*** Data under study ***

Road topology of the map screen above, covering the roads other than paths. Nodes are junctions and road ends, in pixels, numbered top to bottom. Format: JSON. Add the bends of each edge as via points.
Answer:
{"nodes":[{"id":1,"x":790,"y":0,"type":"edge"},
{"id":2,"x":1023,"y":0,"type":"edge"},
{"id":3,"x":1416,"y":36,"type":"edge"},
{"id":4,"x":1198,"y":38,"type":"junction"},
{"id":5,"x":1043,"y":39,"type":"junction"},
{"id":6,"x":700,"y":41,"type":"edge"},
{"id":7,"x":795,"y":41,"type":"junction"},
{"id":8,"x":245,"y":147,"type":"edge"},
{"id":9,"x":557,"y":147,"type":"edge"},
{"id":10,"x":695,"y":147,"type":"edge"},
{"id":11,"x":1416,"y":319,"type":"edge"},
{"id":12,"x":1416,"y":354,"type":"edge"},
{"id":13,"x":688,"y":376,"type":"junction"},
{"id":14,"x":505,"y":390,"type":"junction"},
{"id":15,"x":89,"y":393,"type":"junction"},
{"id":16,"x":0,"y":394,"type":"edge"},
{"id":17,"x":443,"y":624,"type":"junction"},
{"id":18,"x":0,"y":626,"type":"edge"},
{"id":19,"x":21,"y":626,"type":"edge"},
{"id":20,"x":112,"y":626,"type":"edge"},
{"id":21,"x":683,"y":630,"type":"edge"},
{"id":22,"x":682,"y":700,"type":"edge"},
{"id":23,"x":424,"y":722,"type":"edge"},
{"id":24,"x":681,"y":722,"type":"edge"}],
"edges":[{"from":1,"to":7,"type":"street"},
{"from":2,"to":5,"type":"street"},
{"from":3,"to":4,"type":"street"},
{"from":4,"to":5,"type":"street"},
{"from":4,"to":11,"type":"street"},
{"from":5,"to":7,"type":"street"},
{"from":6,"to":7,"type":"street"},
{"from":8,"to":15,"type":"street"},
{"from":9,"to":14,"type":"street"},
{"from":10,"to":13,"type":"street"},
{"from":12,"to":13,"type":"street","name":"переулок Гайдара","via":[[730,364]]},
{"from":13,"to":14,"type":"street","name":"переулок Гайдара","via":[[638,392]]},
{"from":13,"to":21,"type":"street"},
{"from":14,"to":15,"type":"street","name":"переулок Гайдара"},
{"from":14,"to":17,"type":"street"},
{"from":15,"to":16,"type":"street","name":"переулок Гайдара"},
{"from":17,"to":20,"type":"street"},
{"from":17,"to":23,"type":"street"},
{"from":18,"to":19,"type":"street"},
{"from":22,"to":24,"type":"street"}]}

***

Your answer should be one number: how many lines in the preceding listing hold "Гайдара".

*Exercise response*: 4